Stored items

---+---

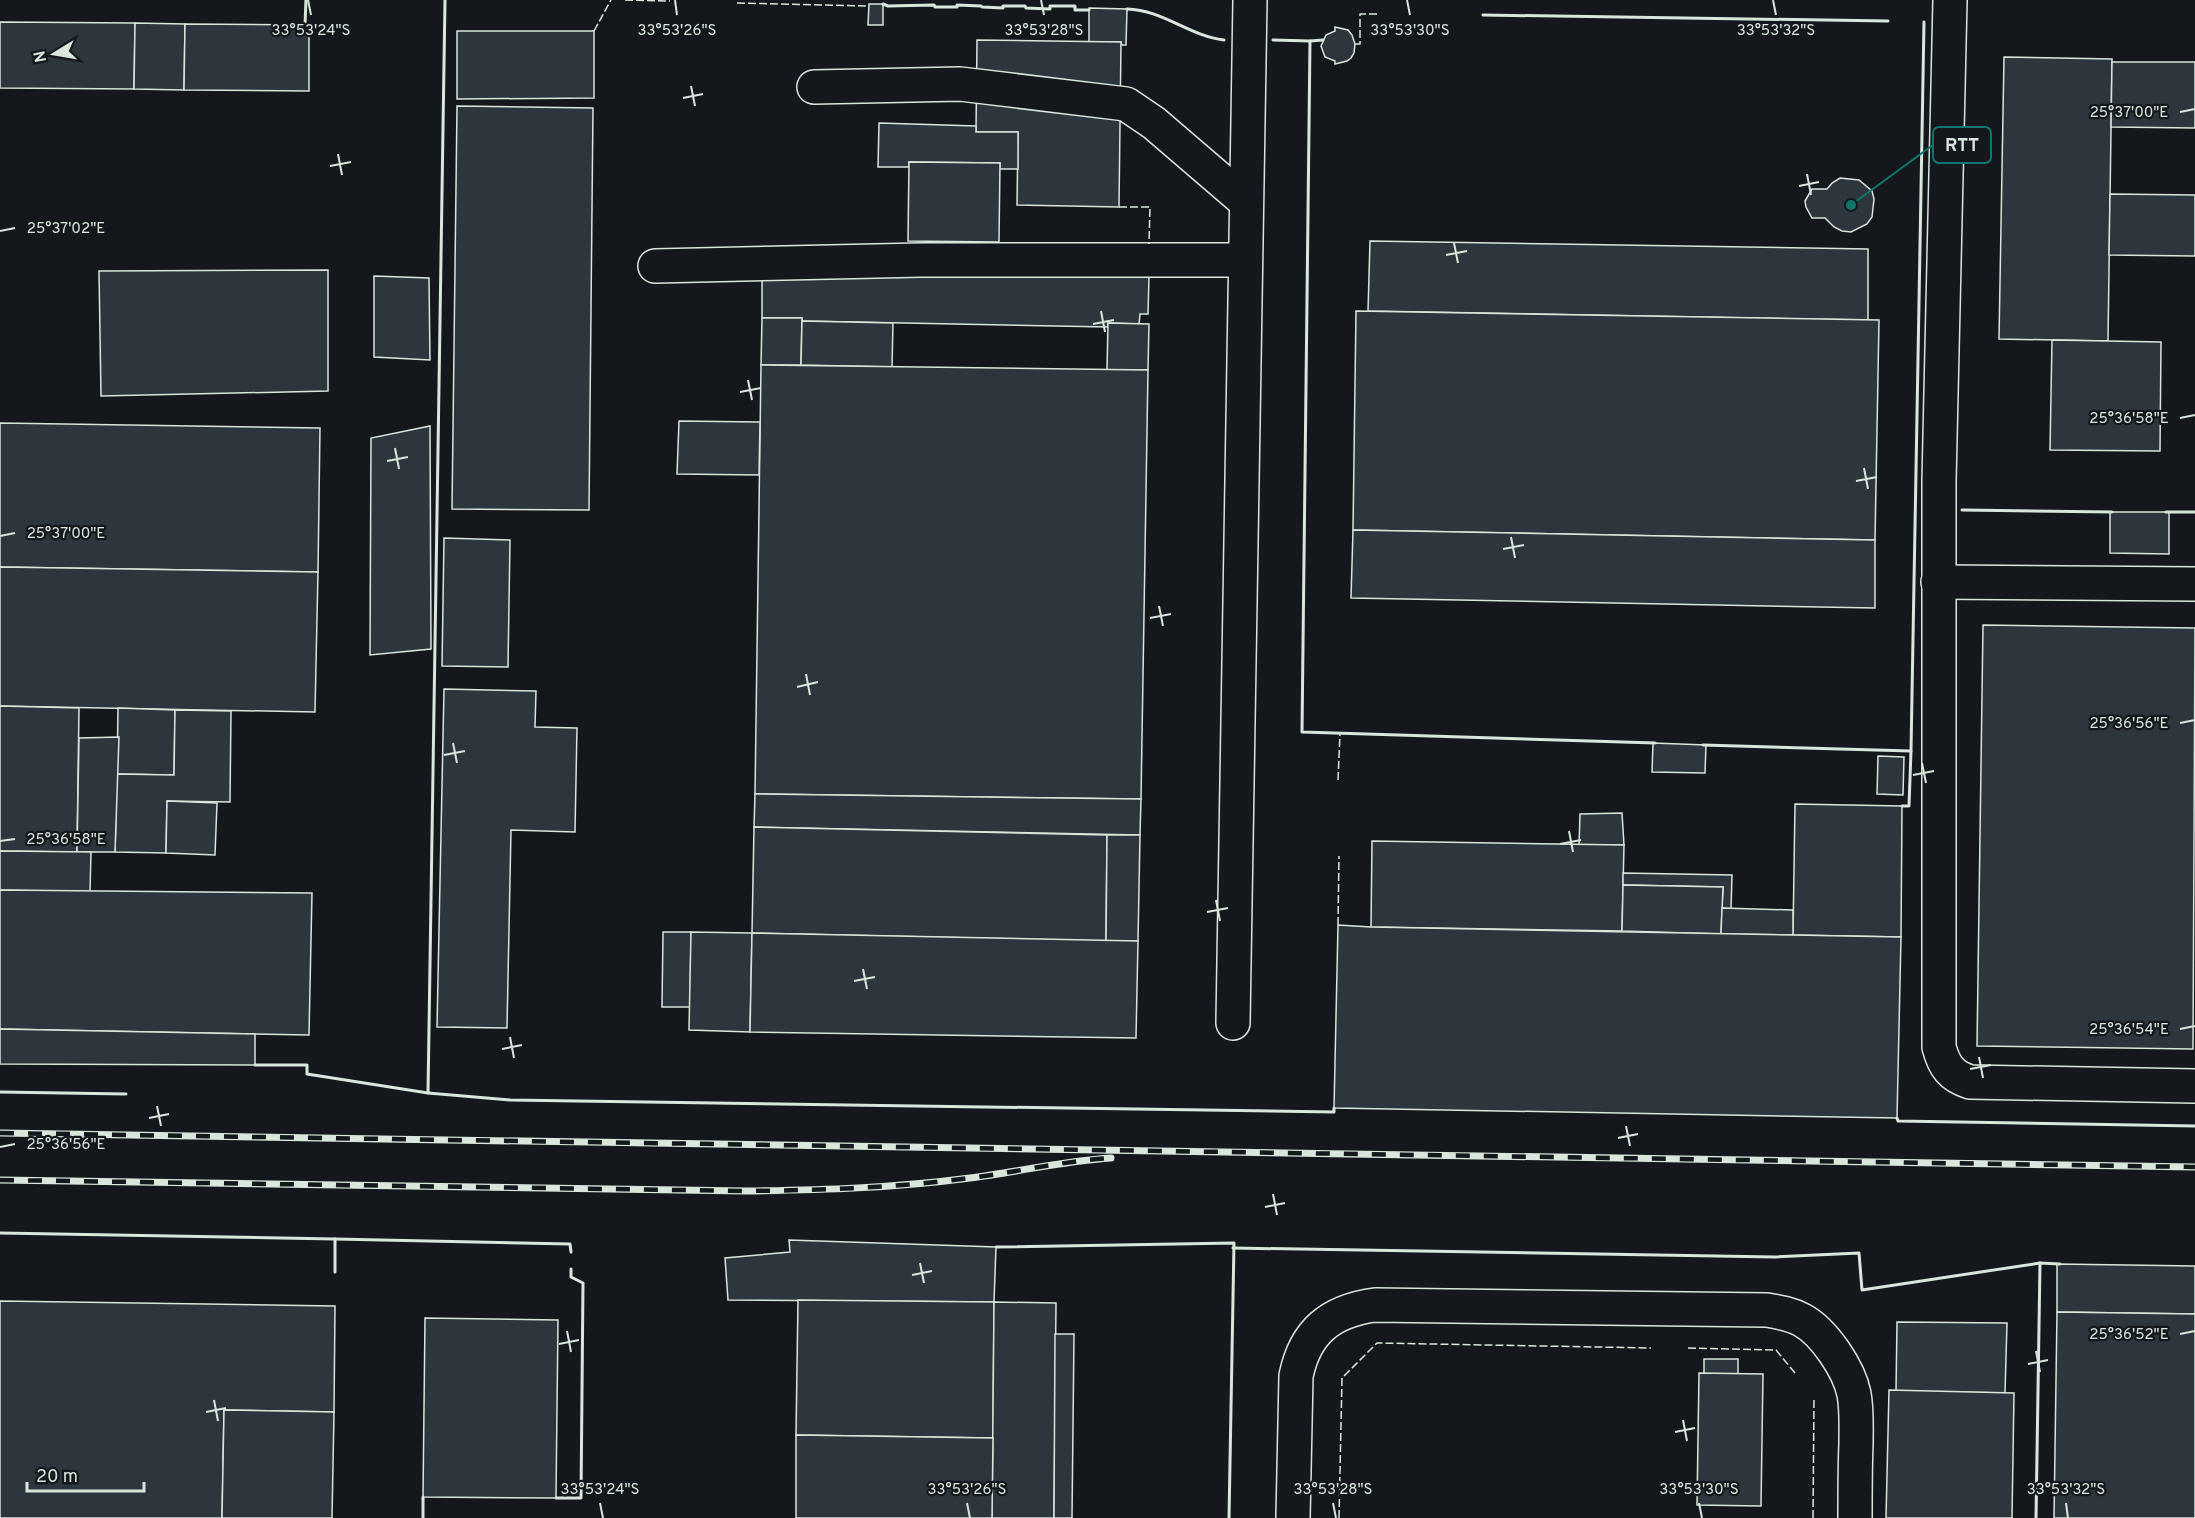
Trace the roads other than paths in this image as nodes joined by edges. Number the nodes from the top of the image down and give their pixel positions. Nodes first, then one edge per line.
1 (1250, 0) edge
2 (1950, 0) edge
3 (814, 87) dead end
4 (1246, 202) junction
5 (1245, 260) junction
6 (655, 266) dead end
7 (1938, 582) junction
8 (2195, 584) edge
9 (1233, 1023) dead end
10 (2195, 1086) edge
11 (1293, 1518) edge
12 (1855, 1518) edge

1 - 4 lane
2 - 7 lane
3 - 4 lane
4 - 5 lane
5 - 6 lane
5 - 9 lane
7 - 8 lane
7 - 10 lane
11 - 12 lane

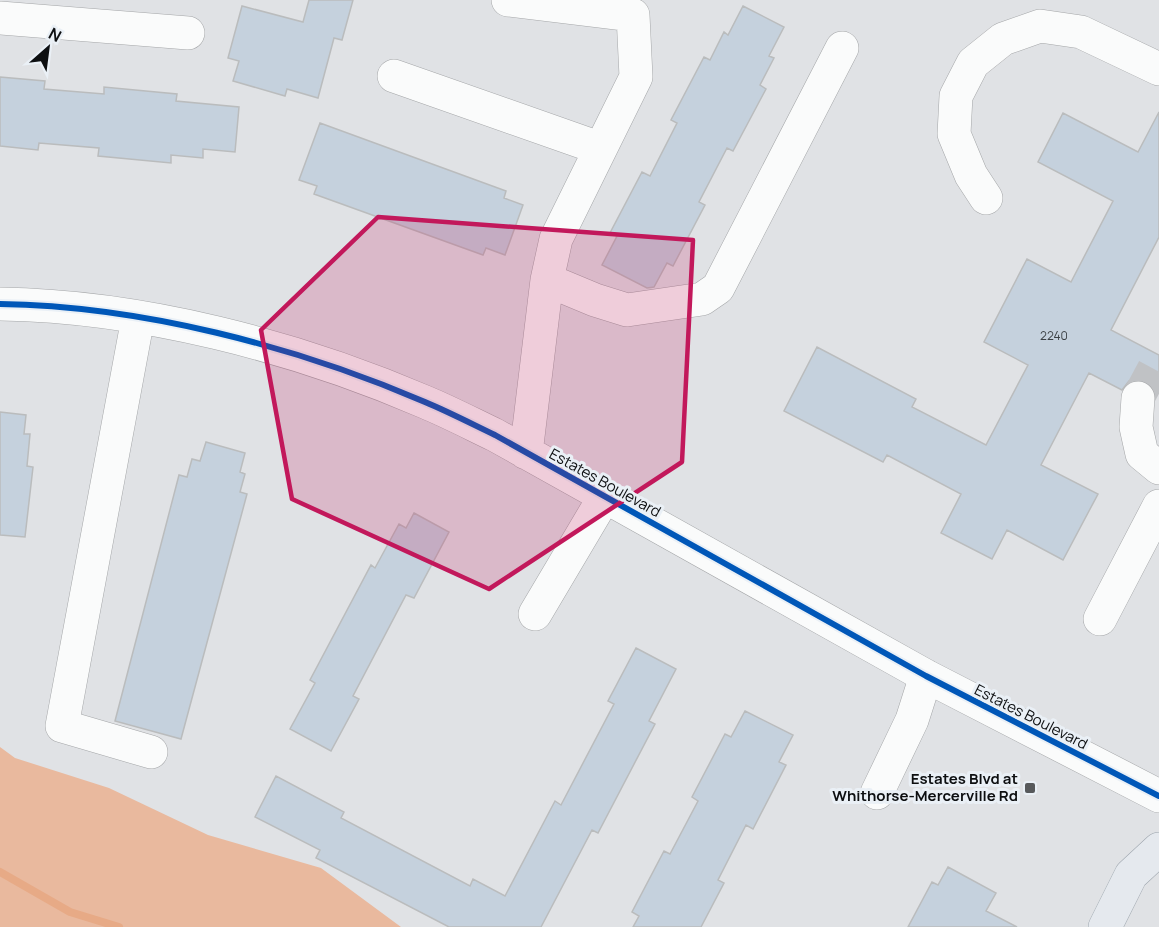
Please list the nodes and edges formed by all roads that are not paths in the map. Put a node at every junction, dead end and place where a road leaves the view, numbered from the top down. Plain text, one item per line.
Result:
1 (508, 0) edge
2 (0, 18) edge
3 (188, 33) dead end
4 (842, 48) dead end
5 (1159, 69) edge
6 (394, 76) dead end
7 (599, 148) junction
8 (986, 198) dead end
9 (547, 280) junction
10 (0, 304) edge
11 (138, 318) junction
12 (1138, 398) tunnel mouth
13 (526, 453) junction
14 (1159, 468) edge
15 (605, 496) junction
16 (1159, 506) edge
17 (535, 614) dead end
18 (1100, 619) dead end
19 (926, 676) junction
20 (151, 752) dead end
21 (877, 793) dead end
22 (1159, 796) edge
23 (1159, 849) edge
24 (1105, 927) edge

1 - 7 street
2 - 3 street
4 - 9 street
5 - 8 street
6 - 7 street
7 - 9 street
9 - 13 street
10 - 11 street, Estates Boulevard
11 - 13 street, Estates Boulevard
11 - 20 street
12 - 14 street
13 - 15 street, Estates Boulevard
15 - 17 street
15 - 19 street, Estates Boulevard
16 - 18 street
19 - 21 street
19 - 22 street, Estates Boulevard
23 - 24 main road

---+---

» **HOW TO COMPLETE THIS TASK**
An exact restatement of every record is required. Omit the images.

» **ANSWER BOX**
Trace the roads other than paths in this image as nodes joined by edges. Number the nodes from the top of the image down and give their pixel positions. Nodes first, then one edge per line.
1 (1250, 0) edge
2 (1950, 0) edge
3 (814, 87) dead end
4 (1246, 202) junction
5 (1245, 260) junction
6 (655, 266) dead end
7 (1938, 582) junction
8 (2195, 584) edge
9 (1233, 1023) dead end
10 (2195, 1086) edge
11 (1293, 1518) edge
12 (1855, 1518) edge

1 - 4 lane
2 - 7 lane
3 - 4 lane
4 - 5 lane
5 - 6 lane
5 - 9 lane
7 - 8 lane
7 - 10 lane
11 - 12 lane

Please list the nodes and edges formed by all roads that are not paths in the map. Put a node at every junction, dead end and place where a road leaves the view, numbered from the top down. Plain text, one item per line.
Result:
1 (508, 0) edge
2 (0, 18) edge
3 (188, 33) dead end
4 (842, 48) dead end
5 (1159, 69) edge
6 (394, 76) dead end
7 (599, 148) junction
8 (986, 198) dead end
9 (547, 280) junction
10 (0, 304) edge
11 (138, 318) junction
12 (1138, 398) tunnel mouth
13 (526, 453) junction
14 (1159, 468) edge
15 (605, 496) junction
16 (1159, 506) edge
17 (535, 614) dead end
18 (1100, 619) dead end
19 (926, 676) junction
20 (151, 752) dead end
21 (877, 793) dead end
22 (1159, 796) edge
23 (1159, 849) edge
24 (1105, 927) edge

1 - 7 street
2 - 3 street
4 - 9 street
5 - 8 street
6 - 7 street
7 - 9 street
9 - 13 street
10 - 11 street, Estates Boulevard
11 - 13 street, Estates Boulevard
11 - 20 street
12 - 14 street
13 - 15 street, Estates Boulevard
15 - 17 street
15 - 19 street, Estates Boulevard
16 - 18 street
19 - 21 street
19 - 22 street, Estates Boulevard
23 - 24 main road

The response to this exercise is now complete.